Even among friends, finding good roommates can be challenging.
Rent prices have been on the rise since 2012, creating an affordability crunch that has led many renters to make sacrifices in order to pay their rent, including living with roommates longer or taking on a roommate for the first time. While sharing a living space has plenty of benefits on paper, the reality is that differences in sleep schedules, attitudes about housekeeping and refusing to compromise can contribute to conflict and tension between otherwise reasonable people.
Apartment Guide surveyed 1,007 people who have lived with roommates other than a romantic partner to find out their financial struggles, how pleased they are in their living situations and the most common struggles they experience.
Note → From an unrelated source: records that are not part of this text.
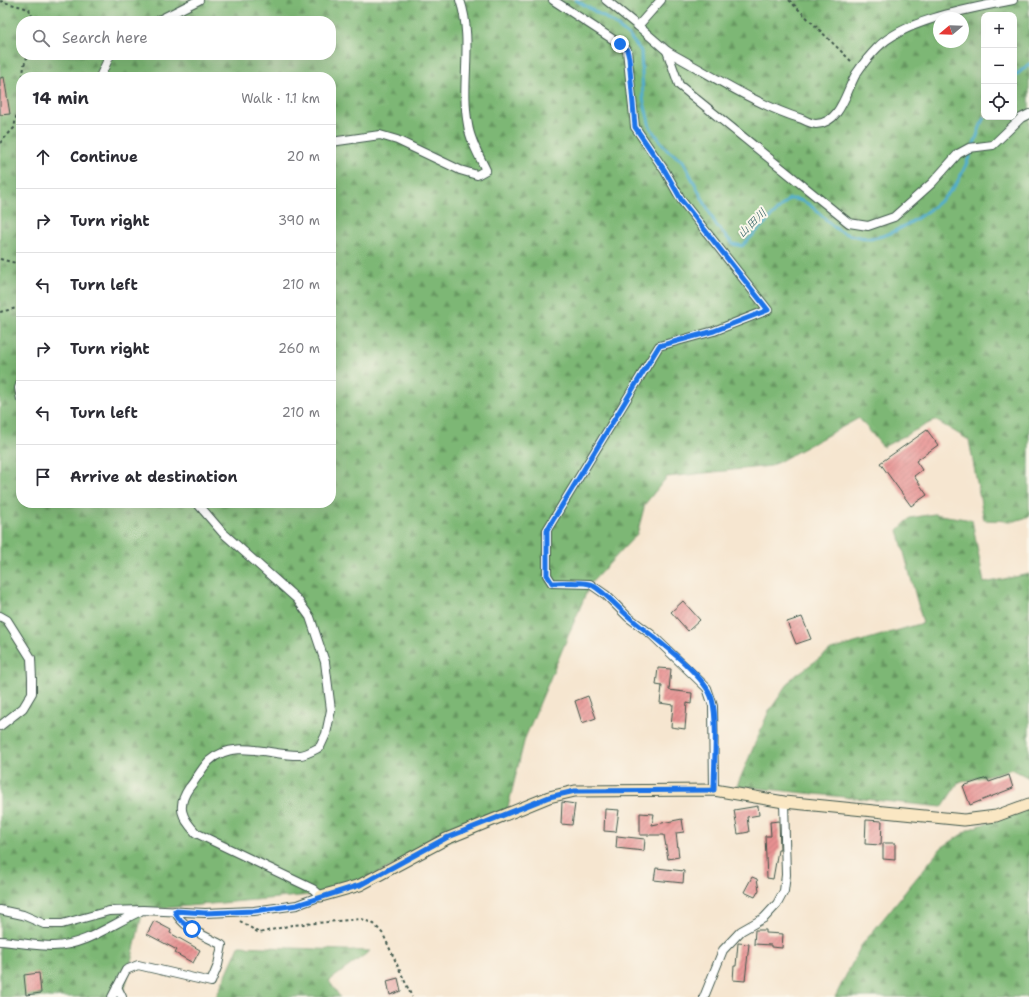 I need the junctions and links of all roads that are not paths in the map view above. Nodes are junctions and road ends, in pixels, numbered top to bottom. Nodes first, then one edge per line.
1 (199, 0) edge
2 (460, 0) edge
3 (553, 0) edge
4 (606, 0) edge
5 (661, 0) edge
6 (1013, 0) edge
7 (167, 16) edge
8 (638, 26) junction
9 (666, 51) junction
10 (108, 60) edge
11 (102, 72) edge
12 (1029, 114) edge
13 (336, 141) edge
14 (201, 508) edge
15 (0, 616) edge
16 (0, 726) edge
17 (714, 790) junction
18 (784, 802) junction
19 (1029, 804) edge
20 (321, 896) junction
21 (0, 910) edge
22 (143, 910) junction
23 (175, 911) junction
24 (0, 941) edge
25 (117, 987) junction
26 (112, 997) edge
27 (122, 997) edge
28 (704, 997) edge

1 - 7 street
2 - 13 street
3 - 17 street
4 - 8 street
5 - 8 street
6 - 9 street
8 - 9 street
9 - 12 street
10 - 11 street
14 - 20 street
15 - 16 street
17 - 18 street
17 - 20 street
18 - 19 street
18 - 28 street
20 - 23 street
21 - 22 street
22 - 23 street
22 - 24 street
23 - 25 street
25 - 26 street
25 - 27 street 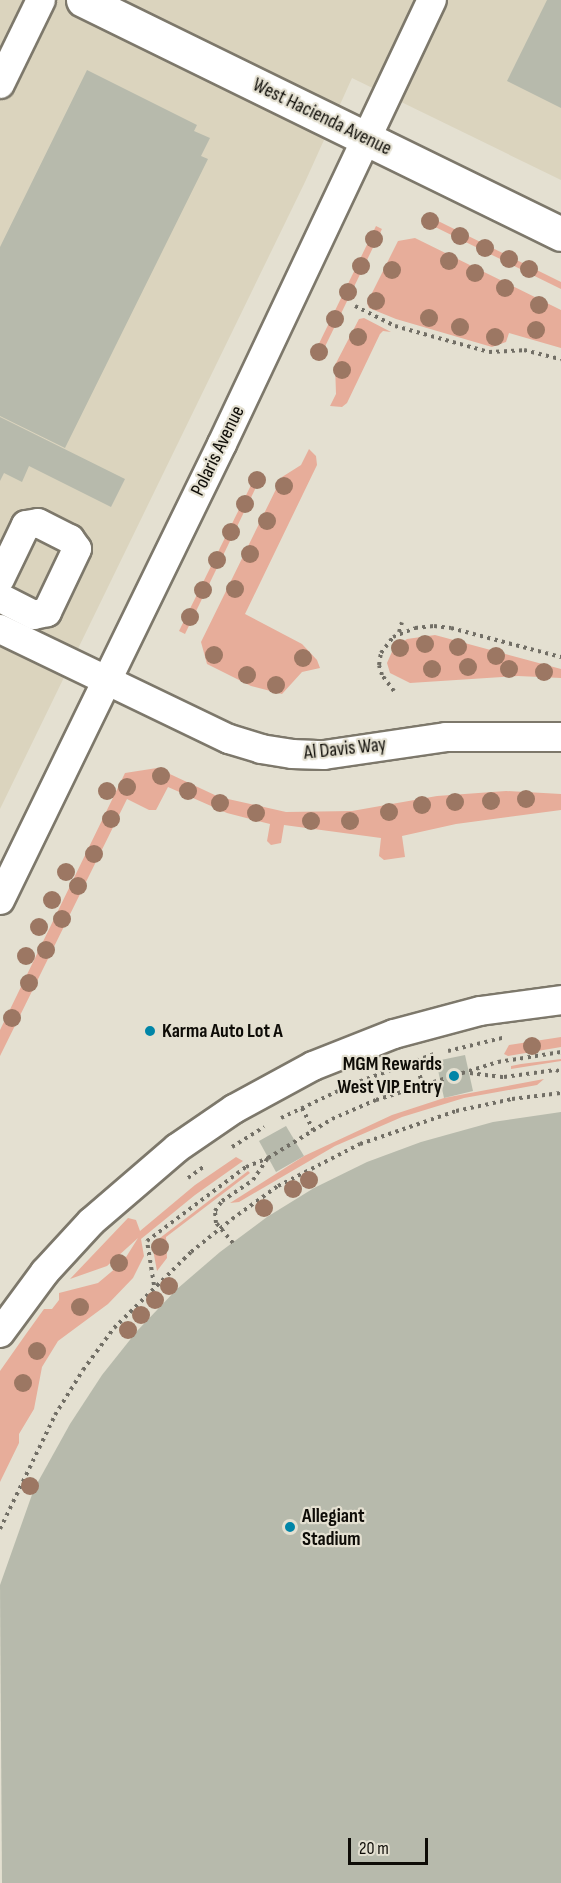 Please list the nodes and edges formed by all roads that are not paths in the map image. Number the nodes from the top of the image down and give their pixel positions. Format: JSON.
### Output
{"nodes":[{"id":1,"x":41,"y":0,"type":"edge"},
{"id":2,"x":83,"y":0,"type":"edge"},
{"id":3,"x":432,"y":0,"type":"edge"},
{"id":4,"x":0,"y":84,"type":"edge"},
{"id":5,"x":367,"y":139,"type":"junction"},
{"id":6,"x":561,"y":234,"type":"edge"},
{"id":7,"x":0,"y":579,"type":"edge"},
{"id":8,"x":0,"y":598,"type":"edge"},
{"id":9,"x":0,"y":629,"type":"edge"},
{"id":10,"x":107,"y":681,"type":"junction"},
{"id":11,"x":561,"y":737,"type":"edge"},
{"id":12,"x":0,"y":900,"type":"edge"},
{"id":13,"x":561,"y":1000,"type":"edge"},
{"id":14,"x":0,"y":1333,"type":"edge"}],
"edges":[{"from":1,"to":4,"type":"street"},
{"from":2,"to":5,"type":"main road","name":"West Hacienda Avenue"},
{"from":3,"to":5,"type":"street","name":"Polaris Avenue"},
{"from":5,"to":6,"type":"main road","name":"West Hacienda Avenue"},
{"from":5,"to":10,"type":"street","name":"Polaris Avenue"},
{"from":7,"to":8,"type":"street"},
{"from":9,"to":10,"type":"street","name":"Al Davis Way"},
{"from":10,"to":11,"type":"street","name":"Al Davis Way"},
{"from":10,"to":12,"type":"street","name":"Polaris Avenue"},
{"from":13,"to":14,"type":"street"}]}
You might think that living with a friend would be an important factor in determining whether he or she would be a good roommate. But one in four people surveyed acknowledged that living with a friend put a damper on their friendship. Just because someone makes a good friend doesn’t mean you will be compatible living together. Nearly 47% of people surveyed were friends with their roommates before moving in together, but only 32% were satisfied with the current living arrangement. Roommates don’t need to be best friends, but it helps if they are fair, honest and considerate with one another.
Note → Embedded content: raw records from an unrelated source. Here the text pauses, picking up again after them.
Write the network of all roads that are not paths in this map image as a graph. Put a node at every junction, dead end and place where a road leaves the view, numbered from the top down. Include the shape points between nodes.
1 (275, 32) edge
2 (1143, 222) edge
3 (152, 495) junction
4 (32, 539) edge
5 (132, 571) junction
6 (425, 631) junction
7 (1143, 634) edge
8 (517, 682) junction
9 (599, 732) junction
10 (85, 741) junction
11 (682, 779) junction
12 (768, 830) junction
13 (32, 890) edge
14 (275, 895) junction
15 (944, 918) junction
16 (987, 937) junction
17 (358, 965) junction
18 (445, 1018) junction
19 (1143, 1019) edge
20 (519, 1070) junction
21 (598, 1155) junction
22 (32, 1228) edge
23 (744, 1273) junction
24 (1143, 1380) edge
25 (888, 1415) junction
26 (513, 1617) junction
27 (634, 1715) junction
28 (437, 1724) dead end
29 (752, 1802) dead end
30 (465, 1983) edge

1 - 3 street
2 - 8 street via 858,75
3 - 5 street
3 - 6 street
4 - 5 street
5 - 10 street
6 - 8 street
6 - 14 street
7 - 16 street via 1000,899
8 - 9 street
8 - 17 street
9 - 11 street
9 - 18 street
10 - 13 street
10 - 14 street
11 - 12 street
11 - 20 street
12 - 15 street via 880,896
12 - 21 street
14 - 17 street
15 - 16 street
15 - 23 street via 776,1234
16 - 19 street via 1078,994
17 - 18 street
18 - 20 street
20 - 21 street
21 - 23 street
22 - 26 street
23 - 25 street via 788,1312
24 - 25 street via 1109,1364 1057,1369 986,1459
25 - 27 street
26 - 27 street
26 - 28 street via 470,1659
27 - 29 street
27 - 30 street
One of the biggest points of tension that can lead to roommate failure is keeping shared spaces clean. The topic of cleanliness was highest among people living with friends (47%), followed by strangers (43%), acquaintances (42%) and family (32%). Paying rent (9%), communication (7%) and violating boundaries (7%) were the next biggest issues between roommates.
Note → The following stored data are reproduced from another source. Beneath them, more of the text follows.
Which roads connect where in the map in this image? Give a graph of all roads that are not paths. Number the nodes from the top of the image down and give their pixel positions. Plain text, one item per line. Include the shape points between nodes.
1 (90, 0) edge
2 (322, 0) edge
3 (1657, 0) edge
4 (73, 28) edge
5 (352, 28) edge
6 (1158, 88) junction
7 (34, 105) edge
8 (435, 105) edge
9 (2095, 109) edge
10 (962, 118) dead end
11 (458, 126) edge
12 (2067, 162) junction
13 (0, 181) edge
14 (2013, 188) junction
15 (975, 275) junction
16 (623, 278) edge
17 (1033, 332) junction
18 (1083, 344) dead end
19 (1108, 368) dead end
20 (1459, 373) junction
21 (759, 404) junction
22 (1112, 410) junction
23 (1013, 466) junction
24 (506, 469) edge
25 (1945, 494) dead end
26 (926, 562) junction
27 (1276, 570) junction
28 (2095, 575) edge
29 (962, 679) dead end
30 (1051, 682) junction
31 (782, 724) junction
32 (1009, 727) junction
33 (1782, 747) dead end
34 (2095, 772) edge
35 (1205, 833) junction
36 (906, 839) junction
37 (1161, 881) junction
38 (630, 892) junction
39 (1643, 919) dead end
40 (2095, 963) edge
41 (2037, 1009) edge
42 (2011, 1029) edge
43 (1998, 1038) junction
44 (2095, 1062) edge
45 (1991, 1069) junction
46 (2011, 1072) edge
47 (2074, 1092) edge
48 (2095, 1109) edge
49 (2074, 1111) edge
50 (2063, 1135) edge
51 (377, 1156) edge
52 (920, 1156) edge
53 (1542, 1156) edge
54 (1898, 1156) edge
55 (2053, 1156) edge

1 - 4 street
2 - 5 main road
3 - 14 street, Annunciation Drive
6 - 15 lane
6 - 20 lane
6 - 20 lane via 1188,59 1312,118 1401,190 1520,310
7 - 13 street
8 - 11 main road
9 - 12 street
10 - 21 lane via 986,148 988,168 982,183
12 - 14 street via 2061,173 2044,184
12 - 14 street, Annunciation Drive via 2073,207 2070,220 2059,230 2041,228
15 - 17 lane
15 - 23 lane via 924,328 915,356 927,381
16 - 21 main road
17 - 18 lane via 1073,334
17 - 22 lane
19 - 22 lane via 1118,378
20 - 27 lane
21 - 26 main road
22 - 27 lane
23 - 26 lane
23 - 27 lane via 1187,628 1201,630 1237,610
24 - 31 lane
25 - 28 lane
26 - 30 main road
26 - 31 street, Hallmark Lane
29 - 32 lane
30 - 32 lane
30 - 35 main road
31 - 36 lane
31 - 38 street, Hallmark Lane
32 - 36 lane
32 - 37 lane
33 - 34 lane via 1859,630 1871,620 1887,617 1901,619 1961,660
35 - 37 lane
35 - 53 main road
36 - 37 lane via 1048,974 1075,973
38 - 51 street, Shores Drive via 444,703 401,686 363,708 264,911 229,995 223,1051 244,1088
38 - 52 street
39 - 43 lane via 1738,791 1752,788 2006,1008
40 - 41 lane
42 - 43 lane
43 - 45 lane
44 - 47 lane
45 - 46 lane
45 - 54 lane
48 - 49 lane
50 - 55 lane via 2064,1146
Not sure how to handle someone eating your food or having their significant other stay over too often? It could be a lot worse as a 29-year-old survey respondent explained: “My dog ate several things that belonged to my roommate. I had to replace them all out of pocket. I felt terrible about it. The dog ate her phone and a pair of shoes among other things.”
Regardless of how sticky the situation gets between you and your roommate, the best way to confront the issue is to talk about it using an approachable and non-threatening tone. The most common communication methods were face-to-face conversations (almost 72%) and texting (26%). Still, 14% of people admitted to not communicating issues with their roommates, and only 17% of those people were happy with their living arrangements.
Most people only hung out with their roommates a few times per week. Around 49% of all people with roommates said they hung out more than once a week, but less than every day with their roommates.
People who spent time with their roommates almost every day (almost 53%) were far more likely to be happy with their living arrangements than those who spent less time together. If you and your roommate were strangers before moving in, committing to spending quality time together can have a big impact on how well you enjoy living together. Compared to 52% of people who saw each other almost every day, just 6% of strangers living together who did not hang out were happy with their living arrangements.
Talking about money can lead to a strained or awkward conversation with a roommate, but it’s something that can’t be avoided. Getting on the same page early on in your relationship about sharing living costs can avoid controversies and tension down the road.
Survey respondents who earned more than their roommates reported arguing about finances more than those who earned less or the same amount of money as their roommates.
For some expenses, including utilities and rent, roughly three in four roommates decided to split the costs evenly. For other expenses, including cable or internet and streaming services, more than one in 10 roommates set up a bartering system where one person covered an expense, and the others paid for something else. For shared household items (48%) and groceries (70%), it was more common for roommates to pay for what they used rather than share the cost. In these cases, bartering (33%) and individual payments (22.3%) were more likely to lead to arguments than splitting the costs equally (21.6%).
Communication is the key to a successful roommate arrangement. Either before or shortly after moving in together, roommates should sit down and establish ground rules. The benefit of creating a positive relationship makes it worthwhile.